I'm feeling much better today. I was so disinterested at work on Thursday and Friday, spending most of my time researching flights back to Isla and other warm, far away places. My anxiety peaked Saturday night until I had a long talk with Floyd. Now I'm back in my routine and feeling more relaxed and upbeat about what another year in D.C. will bring.
My conversation with Floyd was a much needed reality check. He pointed to the flaw in me letting "arbitrary" deadlines dictate my life. When I was 18, I wanted to be married by 25, have a house by 28, and kid or two by 30. When I hit 25, I relunctantly pushed back the timeline by 5 years, and at 28, I've anxiously pushed the timeline back by 10. It's easier, perhaps, for Floyd as a guy to avoid thinking in such a way, as he isn't bound by a biological clock and the double-standard that he'll be perceived as more handsome with age while I'll just continue to wrinkle and sag.

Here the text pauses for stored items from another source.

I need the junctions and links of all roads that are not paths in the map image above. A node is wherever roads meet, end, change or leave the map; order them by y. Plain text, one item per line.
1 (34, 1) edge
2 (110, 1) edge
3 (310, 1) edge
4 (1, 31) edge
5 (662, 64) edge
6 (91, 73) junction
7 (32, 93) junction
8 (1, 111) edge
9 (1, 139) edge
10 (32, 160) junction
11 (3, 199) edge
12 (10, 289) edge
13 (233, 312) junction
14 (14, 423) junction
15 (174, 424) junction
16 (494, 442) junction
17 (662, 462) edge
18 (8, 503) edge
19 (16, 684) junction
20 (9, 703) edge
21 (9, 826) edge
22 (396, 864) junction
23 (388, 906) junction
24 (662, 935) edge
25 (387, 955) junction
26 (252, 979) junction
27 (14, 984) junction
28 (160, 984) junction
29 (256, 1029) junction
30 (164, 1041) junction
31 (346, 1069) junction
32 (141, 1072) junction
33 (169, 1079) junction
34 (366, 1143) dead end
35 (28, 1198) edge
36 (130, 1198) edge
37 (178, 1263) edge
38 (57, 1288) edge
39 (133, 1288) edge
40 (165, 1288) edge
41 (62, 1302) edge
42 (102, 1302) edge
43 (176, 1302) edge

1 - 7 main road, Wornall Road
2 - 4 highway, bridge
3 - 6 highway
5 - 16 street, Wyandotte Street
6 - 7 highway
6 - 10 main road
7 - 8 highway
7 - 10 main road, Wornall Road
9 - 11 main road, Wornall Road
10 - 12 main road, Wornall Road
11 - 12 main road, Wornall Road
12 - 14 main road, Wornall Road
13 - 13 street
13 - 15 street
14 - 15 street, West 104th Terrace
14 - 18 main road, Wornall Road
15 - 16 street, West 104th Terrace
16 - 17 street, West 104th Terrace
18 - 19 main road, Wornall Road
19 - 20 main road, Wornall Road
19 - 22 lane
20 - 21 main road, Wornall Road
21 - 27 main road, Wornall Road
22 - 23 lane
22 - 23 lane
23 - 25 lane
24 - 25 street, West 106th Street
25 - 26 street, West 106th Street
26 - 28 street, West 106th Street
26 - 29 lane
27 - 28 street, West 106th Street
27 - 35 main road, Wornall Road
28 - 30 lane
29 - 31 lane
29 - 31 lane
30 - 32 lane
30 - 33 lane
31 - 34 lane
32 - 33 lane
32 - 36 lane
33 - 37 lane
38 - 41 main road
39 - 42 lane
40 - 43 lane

But he is right about one thing. I need to do away with my anxiety about turning 30 - and the value that I place on what I have or haven't accomplished by then.
While I still stand ready to "carpe diem" this year, I am less anxious to drop out or run away to experience the exotic and new "before I get old". There are still opportunities and challenges left for me in D.C., and I should earnestly take another year to seek them out. So that when (if ever) the time comes for me to leave D.C., I can leave in peace and without regret.